In general, closely related strains are a challenge. This is not really a limitation of CheckM, but of assembly and binning methods that often have trouble in such cases.

fjell-dev commented 7 years ago

Thanks again for your replies. They are indeed very clear and helpful. If I need to explain checkM for a person with non-bioinformatics background (like why we use it and not others), is it correct to say that checkM will make a profile of marker genes specifically to the sample's population (for example, a sample with 1000 different strains) and place them in a corresponding tree, at the same time compare to established reference marker genes? So that makes checkM more accurate in the prediction of contamination? At least that's what I understand from reading the article. And would those specific marker genes are somehow overlapped with "house-keeping" genes of the population? Thank you.
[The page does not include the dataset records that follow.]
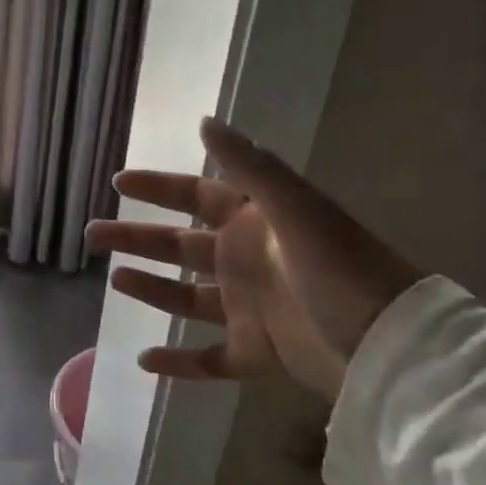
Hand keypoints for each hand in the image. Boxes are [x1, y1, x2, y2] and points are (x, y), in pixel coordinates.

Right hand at [84, 118, 420, 402]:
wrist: (392, 349)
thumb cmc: (342, 272)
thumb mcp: (298, 211)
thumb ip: (251, 167)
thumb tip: (205, 121)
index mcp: (255, 224)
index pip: (196, 197)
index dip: (158, 188)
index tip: (119, 182)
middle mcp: (246, 261)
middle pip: (178, 245)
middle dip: (136, 238)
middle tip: (92, 235)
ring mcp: (249, 309)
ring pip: (186, 298)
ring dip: (150, 289)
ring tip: (114, 281)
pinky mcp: (258, 354)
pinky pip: (210, 358)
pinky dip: (179, 363)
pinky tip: (144, 360)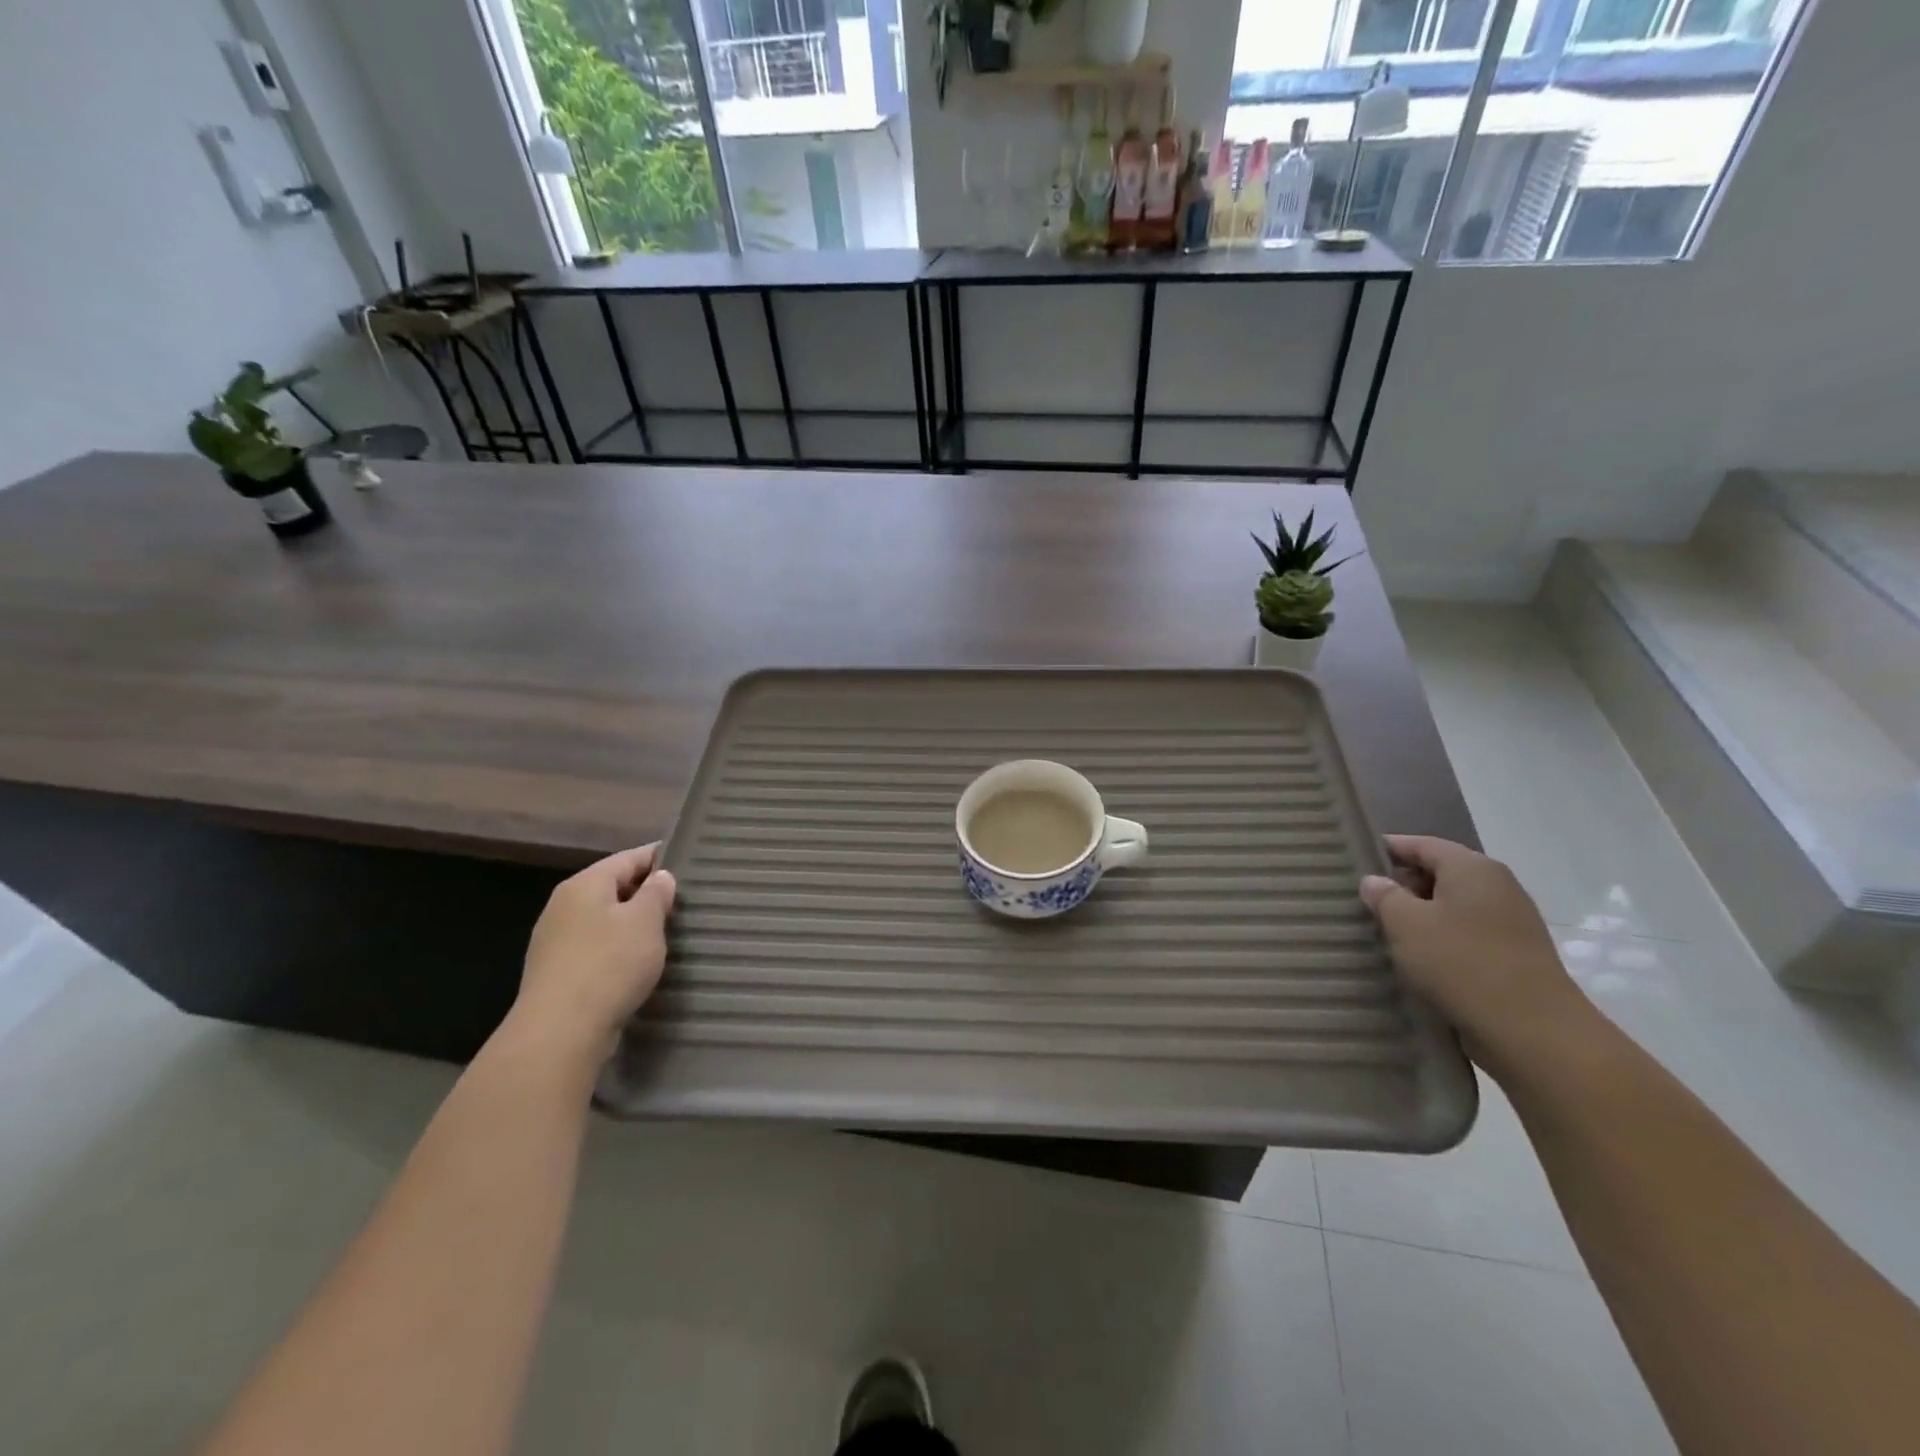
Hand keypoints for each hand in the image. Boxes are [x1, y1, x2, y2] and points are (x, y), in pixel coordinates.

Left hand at [512, 844, 676, 1060]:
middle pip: (613, 887)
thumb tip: (660, 877)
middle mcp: (563, 906)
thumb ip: (656, 893)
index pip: (628, 858)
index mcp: (584, 884)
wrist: (560, 1033)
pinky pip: (595, 948)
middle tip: (683, 902)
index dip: (660, 858)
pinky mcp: (556, 973)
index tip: (689, 862)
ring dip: (632, 924)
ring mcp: (555, 941)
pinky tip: (636, 964)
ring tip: (665, 934)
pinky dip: (617, 949)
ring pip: (604, 919)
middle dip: (646, 892)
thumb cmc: (609, 965)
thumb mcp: (645, 922)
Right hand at [1360, 835, 1596, 1070]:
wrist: (1532, 1031)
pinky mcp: (1516, 954)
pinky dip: (1443, 938)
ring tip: (1388, 932)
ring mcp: (1512, 921)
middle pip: (1440, 872)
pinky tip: (1420, 959)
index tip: (1355, 860)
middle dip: (1403, 884)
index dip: (1388, 849)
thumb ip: (1385, 896)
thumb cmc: (1461, 963)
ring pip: (1454, 905)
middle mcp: (1497, 885)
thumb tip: (1375, 881)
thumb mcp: (1406, 924)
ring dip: (1422, 915)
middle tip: (1366, 902)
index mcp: (1472, 868)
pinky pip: (1468, 933)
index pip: (1421, 844)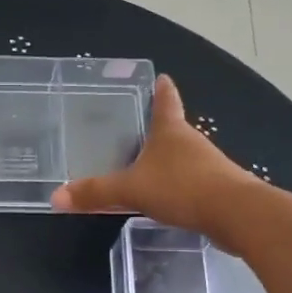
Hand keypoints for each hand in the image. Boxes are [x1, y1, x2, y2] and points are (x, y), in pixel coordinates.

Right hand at [52, 75, 257, 241]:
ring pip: (186, 157)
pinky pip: (195, 182)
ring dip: (172, 160)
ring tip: (153, 167)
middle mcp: (193, 142)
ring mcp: (210, 165)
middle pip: (176, 130)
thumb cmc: (181, 188)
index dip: (162, 91)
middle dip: (162, 129)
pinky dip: (182, 185)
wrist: (236, 214)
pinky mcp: (220, 189)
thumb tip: (55, 198)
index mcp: (171, 132)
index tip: (163, 78)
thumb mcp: (131, 190)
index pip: (166, 102)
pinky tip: (172, 198)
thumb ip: (96, 193)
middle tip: (143, 129)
donovan-h-parks commented 7 years ago

No. I don't think that is correct. CheckM does not dynamically create new sets of marker genes based on the genomes you provide it. It takes your genomes and determines where they are in a reference phylogenetic tree. Based on the placement of a genome in the tree, it then determines the most appropriate set of marker genes to use to evaluate the completeness and contamination of this genome. This is repeated, independently, for each genome.

So, if you provide CheckM with a set of E. coli genomes it can determine this and will use an E. coli specific set of marker genes. If your provide it with a set of highly novel strains (say, from a new phylum) it will evaluate these using a set of Bacteria specific marker genes.
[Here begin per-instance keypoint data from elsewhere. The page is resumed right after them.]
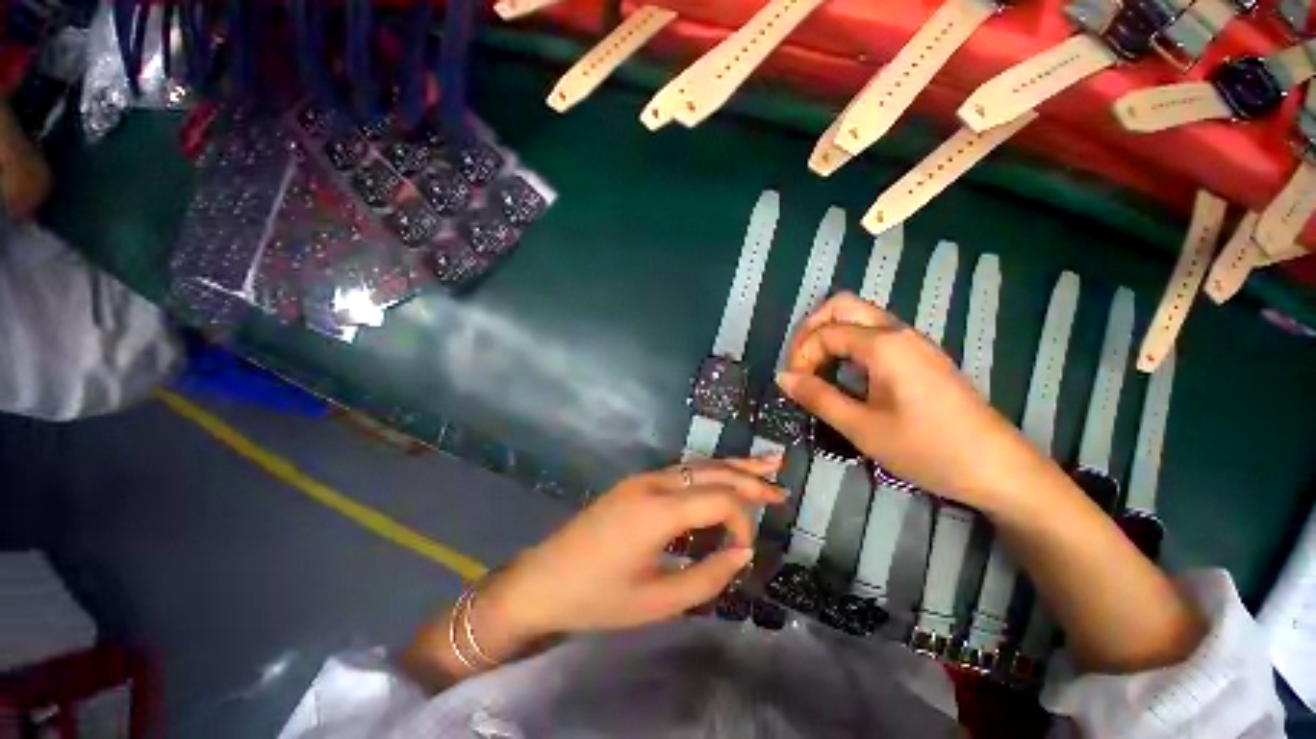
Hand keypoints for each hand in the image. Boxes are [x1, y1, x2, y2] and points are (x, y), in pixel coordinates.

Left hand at [476, 457, 784, 647]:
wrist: (543, 580)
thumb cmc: (598, 598)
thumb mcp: (657, 602)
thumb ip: (707, 577)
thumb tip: (741, 553)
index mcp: (657, 510)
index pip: (718, 499)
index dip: (742, 521)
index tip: (744, 552)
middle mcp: (652, 482)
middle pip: (711, 472)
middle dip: (748, 478)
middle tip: (781, 482)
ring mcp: (642, 478)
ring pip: (697, 465)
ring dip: (731, 467)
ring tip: (765, 465)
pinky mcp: (636, 483)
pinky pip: (681, 472)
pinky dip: (709, 474)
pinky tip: (724, 478)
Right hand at [776, 293, 1038, 506]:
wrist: (998, 468)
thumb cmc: (927, 448)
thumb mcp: (862, 427)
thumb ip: (818, 397)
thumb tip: (782, 377)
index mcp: (884, 345)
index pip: (825, 332)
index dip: (801, 355)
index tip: (794, 386)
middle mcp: (898, 332)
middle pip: (842, 306)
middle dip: (812, 329)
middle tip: (800, 363)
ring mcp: (913, 342)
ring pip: (860, 317)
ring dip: (830, 335)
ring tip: (817, 370)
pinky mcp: (921, 356)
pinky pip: (875, 334)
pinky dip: (849, 344)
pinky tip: (847, 375)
fjell-dev commented 7 years ago

OK, so now I understand. I think the parts that I got confused are from "Here we describe CheckM, an automated method for estimating the completeness and contamination of a genome using marker genes **that are specific to a genome’s inferred lineage within a reference genome tree**" and "Within CheckM, a gene identified as **single copy in ≥97% of genomes** is considered to be a marker gene." in which I understood that checkM will create a set of specific marker genes that appear as a single copy in 97% of every genomes in the datasets and use that to determine the contamination and strain heterogeneity. Thanks a lot for clarifying that for me.